Although I was still very upset by what had happened, without Michael’s presence the apartment suddenly seemed quiet, as if a veil had fallen over it. Pangs stabbed my chest as I saw the empty space by my side in the foyer mirror. I went to lie on the sofa, but the fabric felt cold under me.
Finally I went to the study, flipped on the desk lamp, and braced myself to do some reading. When I was picking my books, I noticed a folded card leaning against the lamp. On the side of the card was a gold phoenix, and next to it was Michael’s handwriting: “To Meng Ning.” I snatched it up and opened it. It read:
Dearest Meng Ning,
I’m so sorry I have to leave you on your own during your stay here. In case you need cash, there is some in the top desk drawer. The fridge is still stocked, but please also go out and have some nice meals. In case there is any problem, call Philip Noble, or for small matters, ask Frank the doorman. Take care. Sorry that we quarreled. I’ll talk more after I’ve come back. I love you.
Michael
I pulled out the drawer and found a pile of bills-fifties, twenties, tens, and ones. I counted; there was about five hundred dollars altogether. A surge of warmth rose inside me as I dropped the money back into the drawer, muttering, “Hai, Michael, I love you, too. But…”

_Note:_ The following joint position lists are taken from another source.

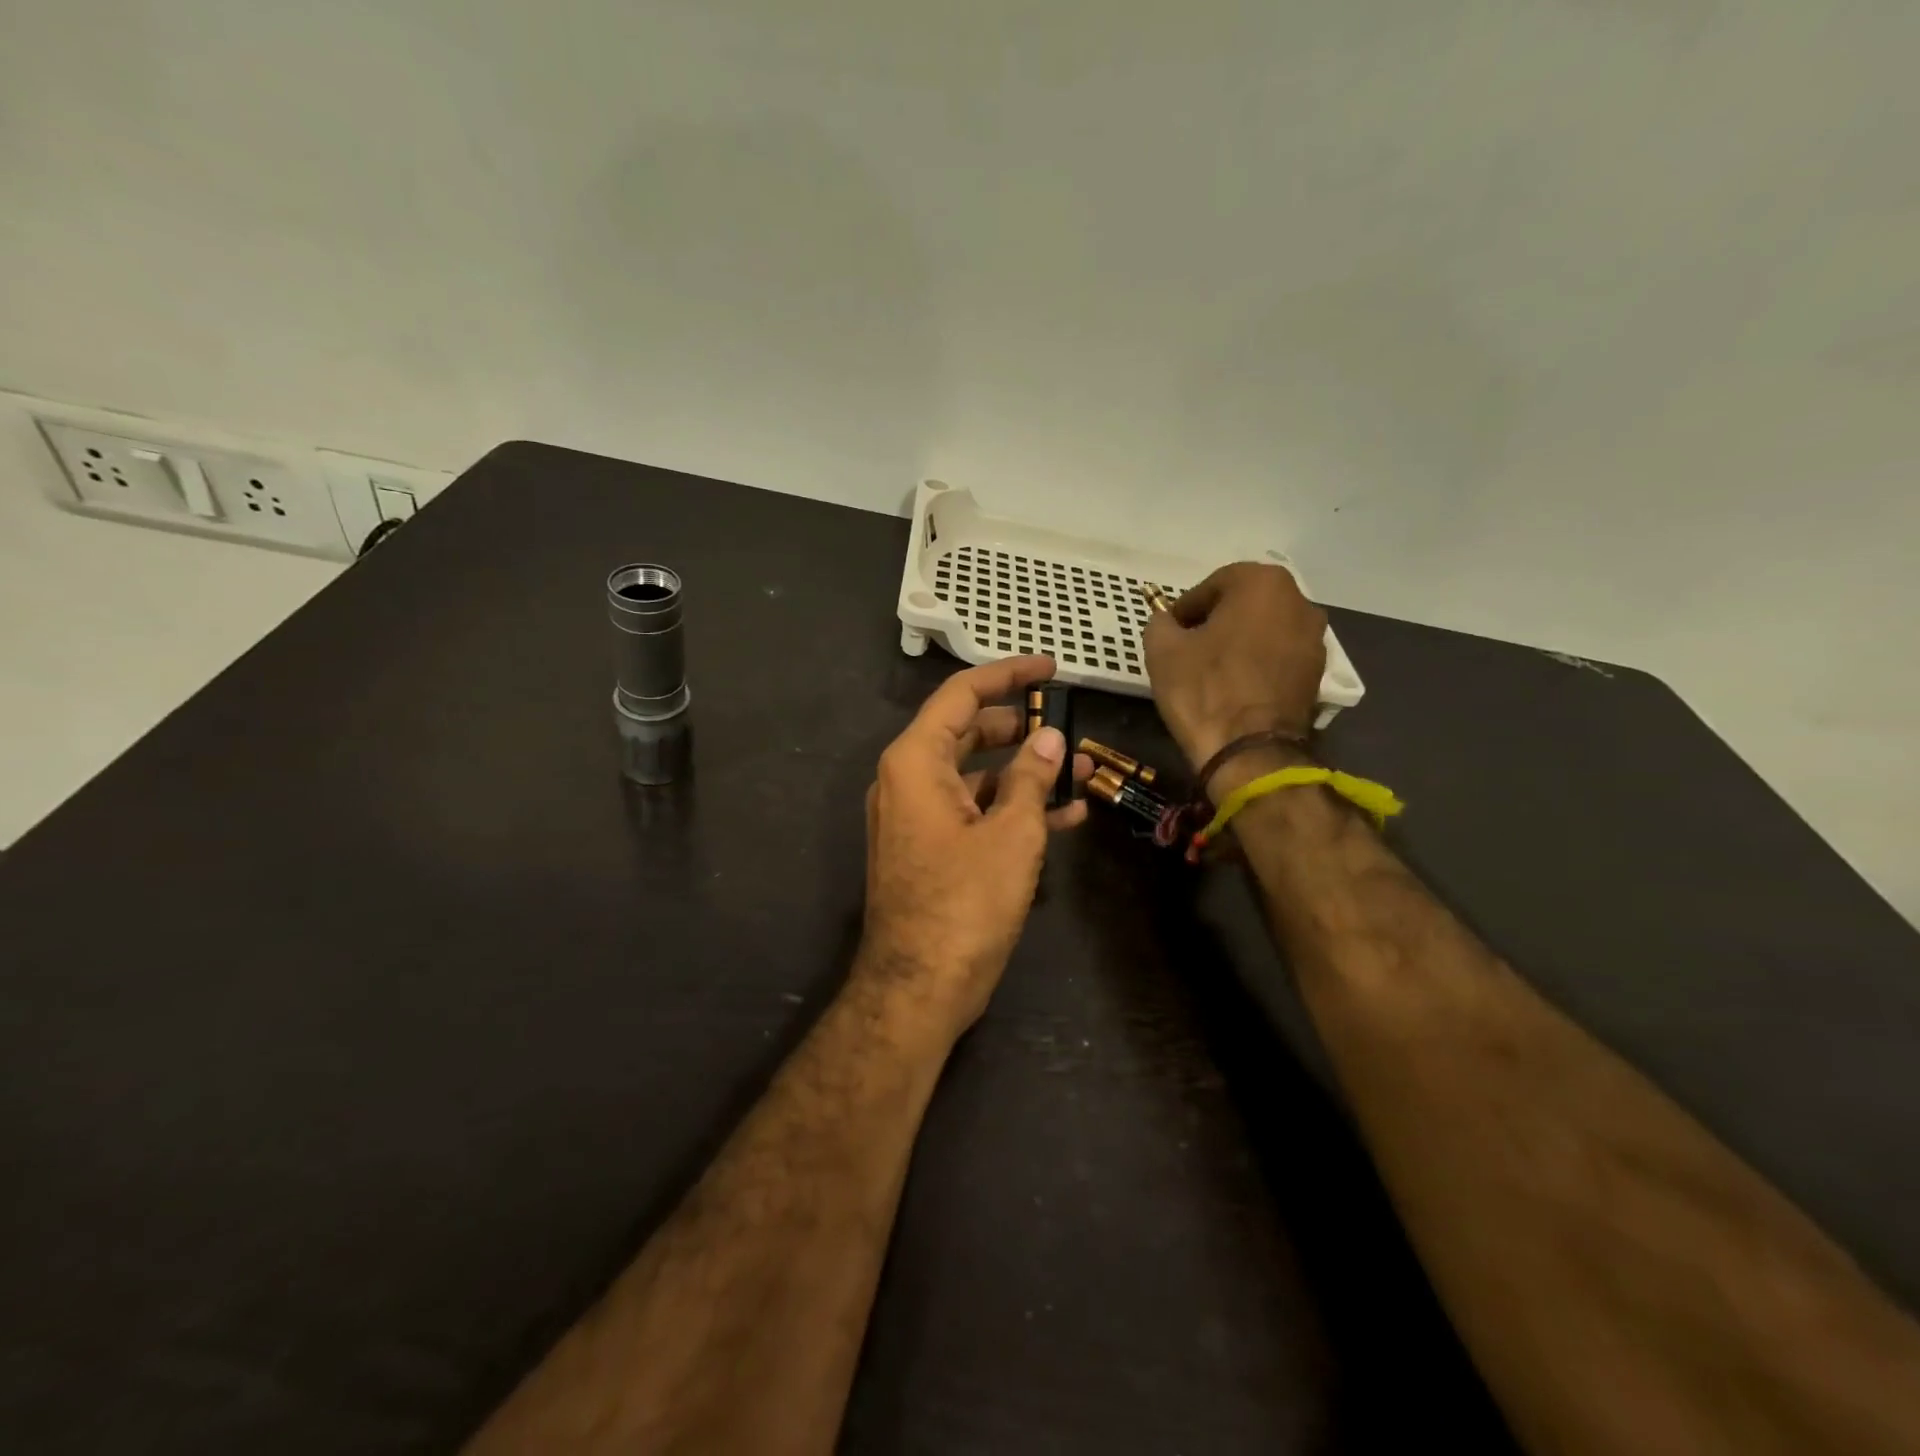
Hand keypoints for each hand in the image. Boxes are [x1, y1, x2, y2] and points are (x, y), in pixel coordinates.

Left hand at [856, 657, 1091, 1044]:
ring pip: (976, 775)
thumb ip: (1032, 778)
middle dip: (1019, 726)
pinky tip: (1064, 815)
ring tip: (1080, 770)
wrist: (919, 986)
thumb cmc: (964, 902)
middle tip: (1065, 721)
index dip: (1007, 674)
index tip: (1049, 667)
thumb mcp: (1011, 834)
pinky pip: (972, 811)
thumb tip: (1050, 737)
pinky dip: (1011, 808)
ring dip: (1024, 772)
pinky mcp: (930, 847)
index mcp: (916, 761)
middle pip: (967, 732)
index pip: (961, 695)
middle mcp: (908, 780)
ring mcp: (916, 816)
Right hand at [1142, 561, 1326, 776]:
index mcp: (1262, 583)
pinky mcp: (1318, 674)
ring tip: (1213, 669)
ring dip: (1240, 641)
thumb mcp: (1162, 650)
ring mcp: (1315, 639)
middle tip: (1189, 647)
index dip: (1186, 608)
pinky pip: (1279, 657)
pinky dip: (1258, 664)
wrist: (1249, 751)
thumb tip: (1168, 623)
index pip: (1213, 584)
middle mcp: (1299, 601)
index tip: (1170, 631)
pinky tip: (1236, 687)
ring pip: (1266, 630)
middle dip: (1217, 620)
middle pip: (1245, 603)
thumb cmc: (1203, 689)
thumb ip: (1161, 623)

Still feeling very confused and upset, I went to the kitchen and imitated a Cantonese café in Hong Kong by fixing myself a “fatty jumps into the sea”-a raw egg dropped into sugared hot water. Stirring the water and looking at the egg dissolve into surrealistic yellow-orange ribbons soothed my nerves. I nursed the glass to warm my hand, then sipped the scalding liquid and let out a sigh.
The phone startled me. I almost knocked over “fatty” as I reached to grab the receiver.
Steadying the glass, I said into the phone in a loving tone, “Hi, Michael, you miss me?”
To my shock, what came from the other end of the line was a vaguely familiar male voice. “Of course I miss you, Meng Ning.”
“Who is it?”
“Philip. Philip Noble.”
“Oh, Philip, how are you?” Michael’s glamorous buddy’s achingly handsome face quickly crept its way into my mind.